Problem details:
Reproduction without pictures: print every entry precisely as written.

Source data:
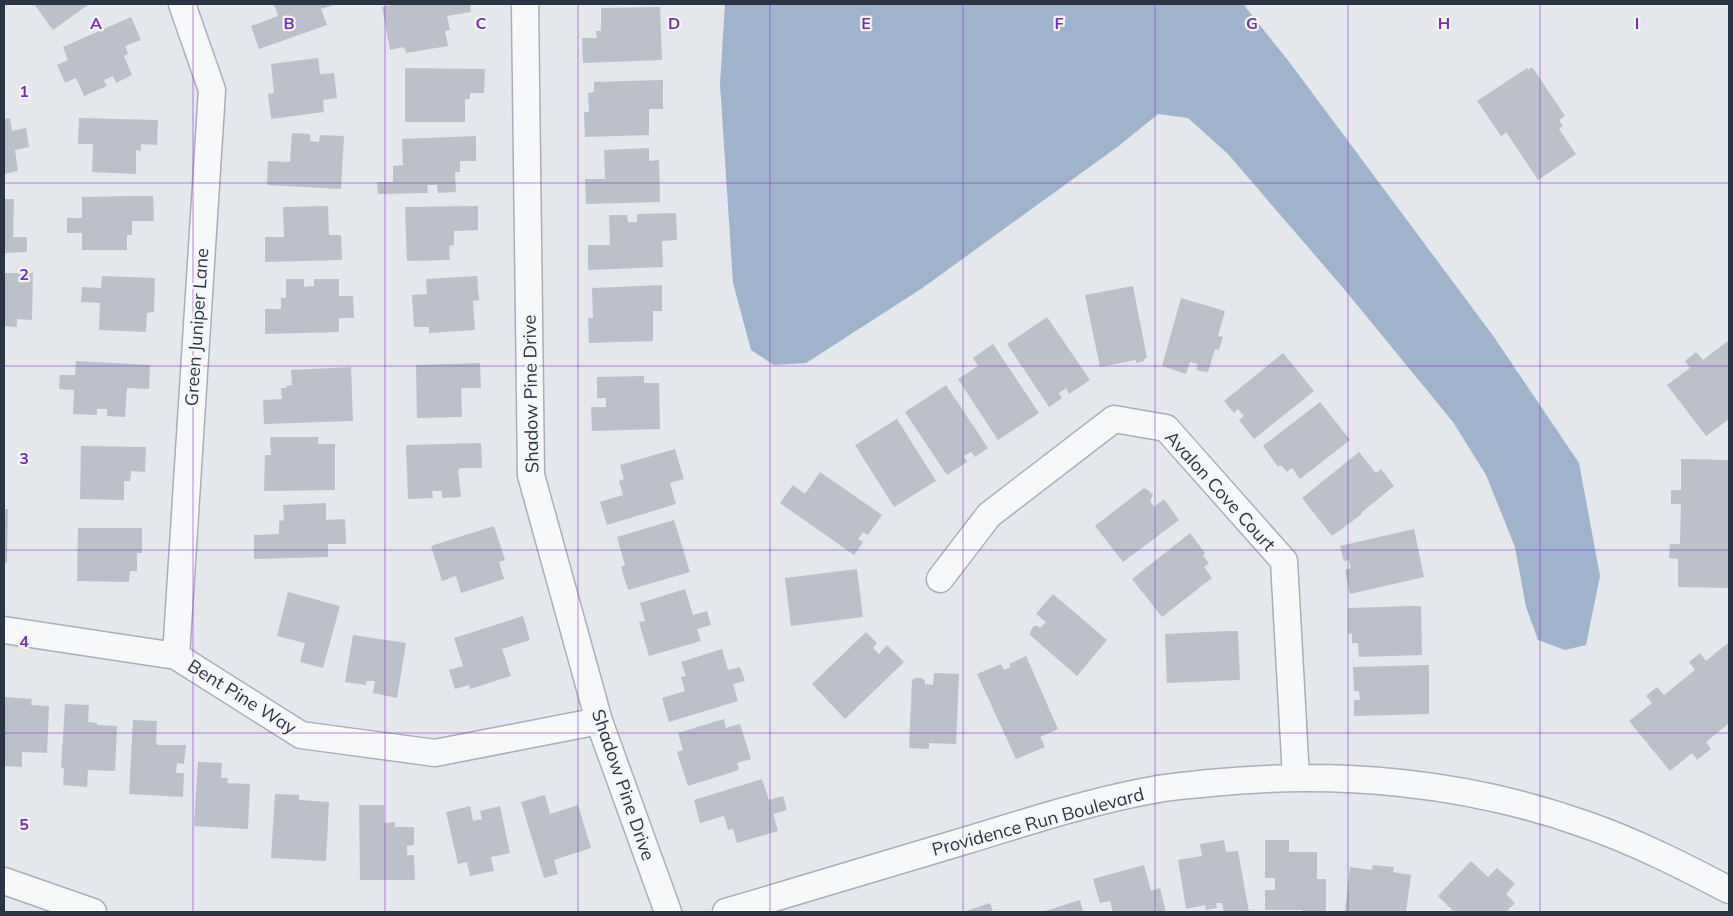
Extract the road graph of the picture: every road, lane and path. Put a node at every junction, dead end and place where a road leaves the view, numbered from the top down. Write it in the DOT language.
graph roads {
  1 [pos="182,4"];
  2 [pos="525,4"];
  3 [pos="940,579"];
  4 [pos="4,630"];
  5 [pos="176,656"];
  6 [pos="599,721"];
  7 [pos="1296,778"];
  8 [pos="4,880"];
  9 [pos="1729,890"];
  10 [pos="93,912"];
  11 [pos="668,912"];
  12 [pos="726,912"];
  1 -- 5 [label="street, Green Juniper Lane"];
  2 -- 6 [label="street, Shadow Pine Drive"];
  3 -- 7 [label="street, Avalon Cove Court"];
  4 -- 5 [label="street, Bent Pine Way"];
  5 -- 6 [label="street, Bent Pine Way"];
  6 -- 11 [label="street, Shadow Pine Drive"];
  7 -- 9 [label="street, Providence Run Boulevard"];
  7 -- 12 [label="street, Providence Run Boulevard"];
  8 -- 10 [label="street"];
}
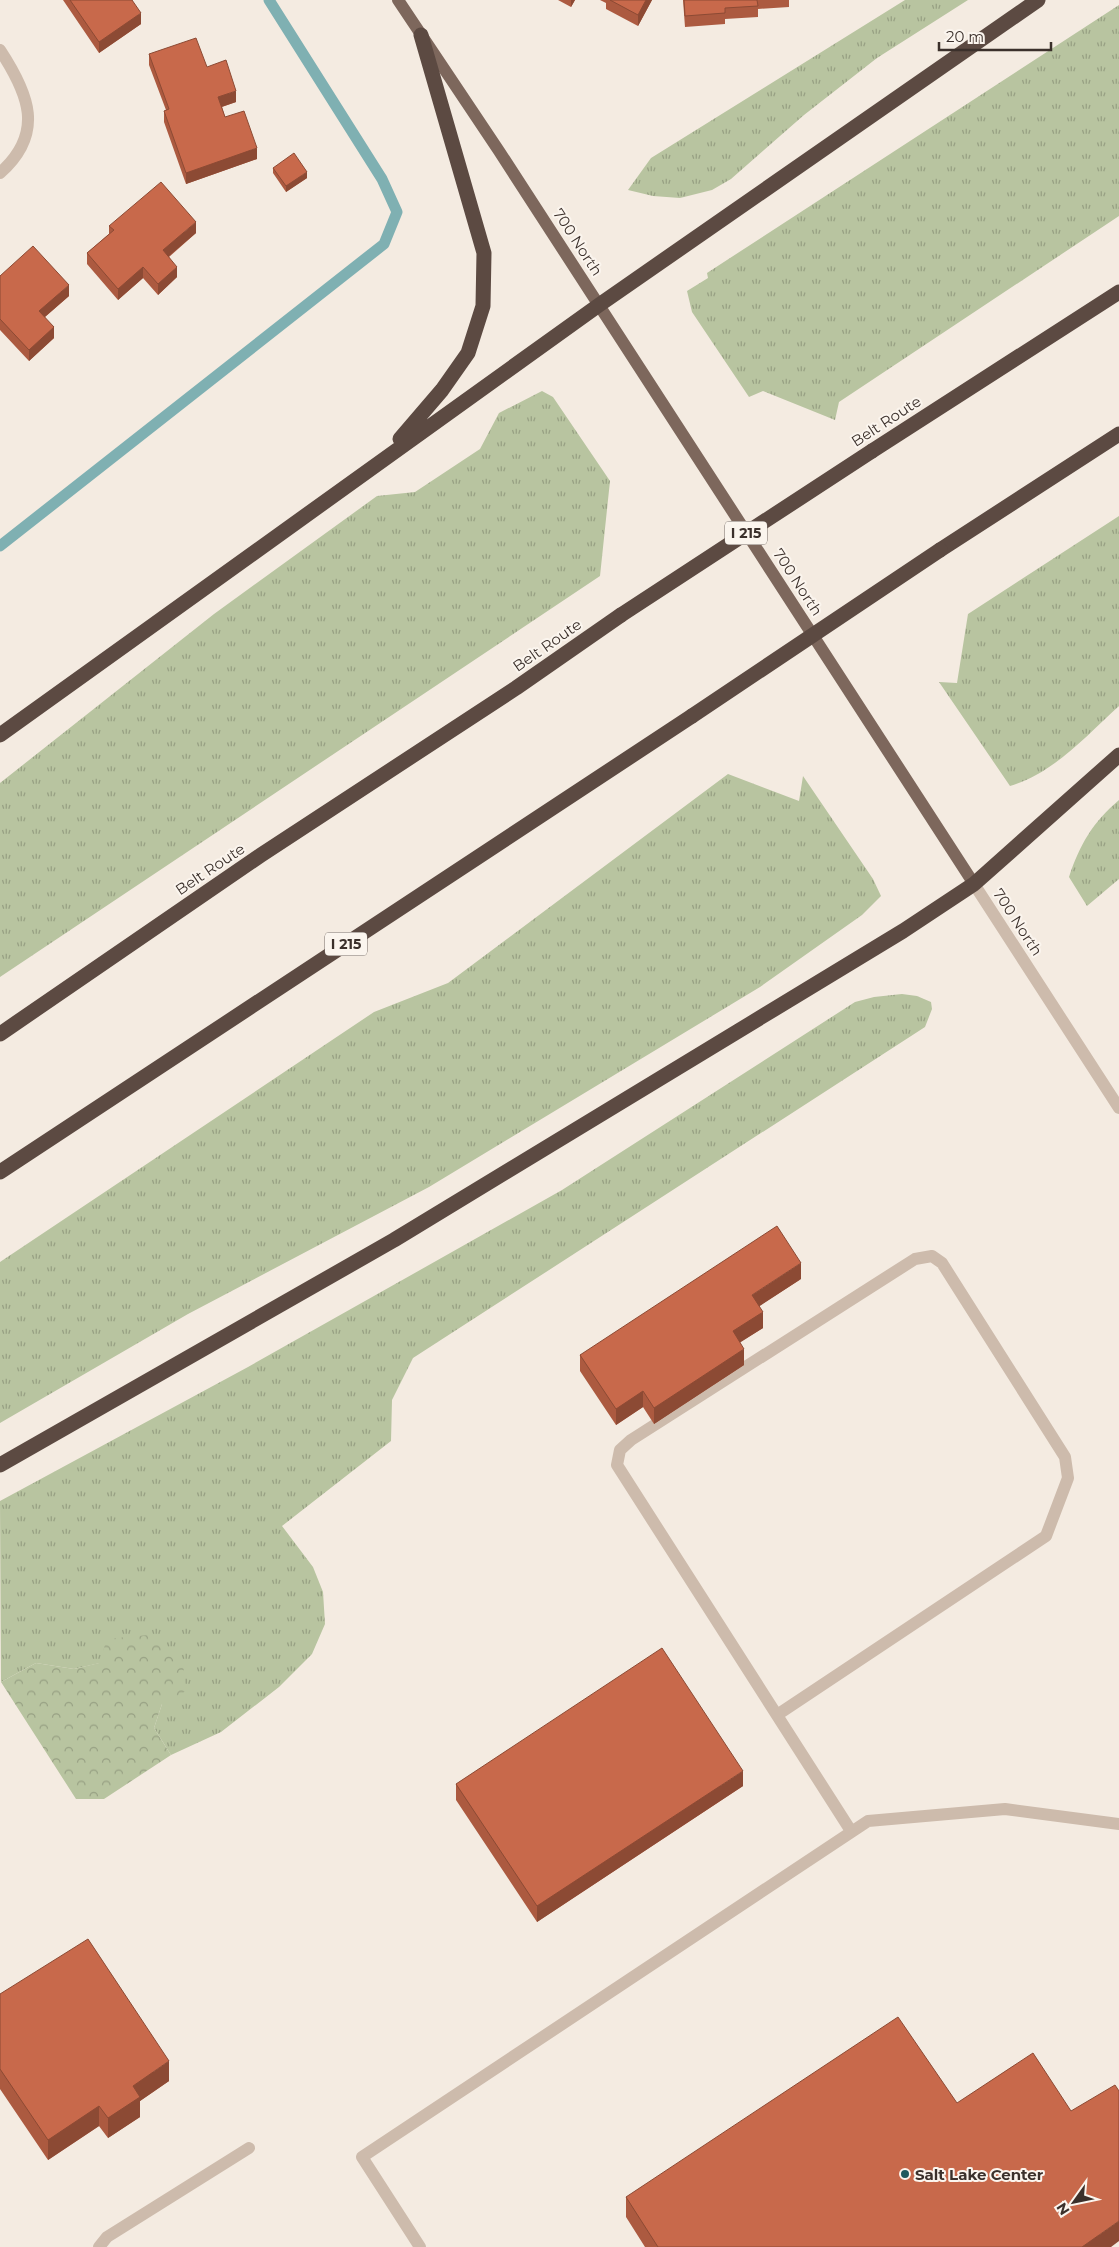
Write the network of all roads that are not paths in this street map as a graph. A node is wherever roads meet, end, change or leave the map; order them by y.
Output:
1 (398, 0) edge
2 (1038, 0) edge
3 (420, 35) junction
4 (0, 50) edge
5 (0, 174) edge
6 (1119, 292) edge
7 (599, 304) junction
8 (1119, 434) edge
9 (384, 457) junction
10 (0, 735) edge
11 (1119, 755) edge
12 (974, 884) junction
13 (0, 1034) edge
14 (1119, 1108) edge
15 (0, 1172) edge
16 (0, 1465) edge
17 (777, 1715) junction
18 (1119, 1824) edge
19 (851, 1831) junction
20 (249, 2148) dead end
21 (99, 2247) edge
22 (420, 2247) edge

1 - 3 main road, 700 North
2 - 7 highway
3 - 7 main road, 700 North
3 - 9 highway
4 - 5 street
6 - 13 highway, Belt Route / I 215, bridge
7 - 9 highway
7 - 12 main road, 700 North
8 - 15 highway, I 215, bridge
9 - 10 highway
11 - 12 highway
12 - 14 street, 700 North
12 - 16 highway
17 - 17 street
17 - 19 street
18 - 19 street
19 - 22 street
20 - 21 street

Problem solution:
Extract the road graph of the picture: every road, lane and path. Put a node at every junction, dead end and place where a road leaves the view, numbered from the top down. Write it in the DOT language.
graph roads {
  1 [pos="182,4"];
  2 [pos="525,4"];
  3 [pos="940,579"];
  4 [pos="4,630"];
  5 [pos="176,656"];
  6 [pos="599,721"];
  7 [pos="1296,778"];
  8 [pos="4,880"];
  9 [pos="1729,890"];
  10 [pos="93,912"];
  11 [pos="668,912"];
  12 [pos="726,912"];
  1 -- 5 [label="street, Green Juniper Lane"];
  2 -- 6 [label="street, Shadow Pine Drive"];
  3 -- 7 [label="street, Avalon Cove Court"];
  4 -- 5 [label="street, Bent Pine Way"];
  5 -- 6 [label="street, Bent Pine Way"];
  6 -- 11 [label="street, Shadow Pine Drive"];
  7 -- 9 [label="street, Providence Run Boulevard"];
  7 -- 12 [label="street, Providence Run Boulevard"];
  8 -- 10 [label="street"];
}
Write the network of all roads that are not paths in this street map as a graph. A node is wherever roads meet, end, change or leave the map; order them by y.
Output:
1 (398, 0) edge
2 (1038, 0) edge
3 (420, 35) junction
4 (0, 50) edge
5 (0, 174) edge
6 (1119, 292) edge
7 (599, 304) junction
8 (1119, 434) edge
9 (384, 457) junction
10 (0, 735) edge
11 (1119, 755) edge
12 (974, 884) junction
13 (0, 1034) edge
14 (1119, 1108) edge
15 (0, 1172) edge
16 (0, 1465) edge
17 (777, 1715) junction
18 (1119, 1824) edge
19 (851, 1831) junction
20 (249, 2148) dead end
21 (99, 2247) edge
22 (420, 2247) edge

1 - 3 main road, 700 North
2 - 7 highway
3 - 7 main road, 700 North
3 - 9 highway
4 - 5 street
6 - 13 highway, Belt Route / I 215, bridge
7 - 9 highway
7 - 12 main road, 700 North
8 - 15 highway, I 215, bridge
9 - 10 highway
11 - 12 highway
12 - 14 street, 700 North
12 - 16 highway
17 - 17 street
17 - 19 street
18 - 19 street
19 - 22 street
20 - 21 street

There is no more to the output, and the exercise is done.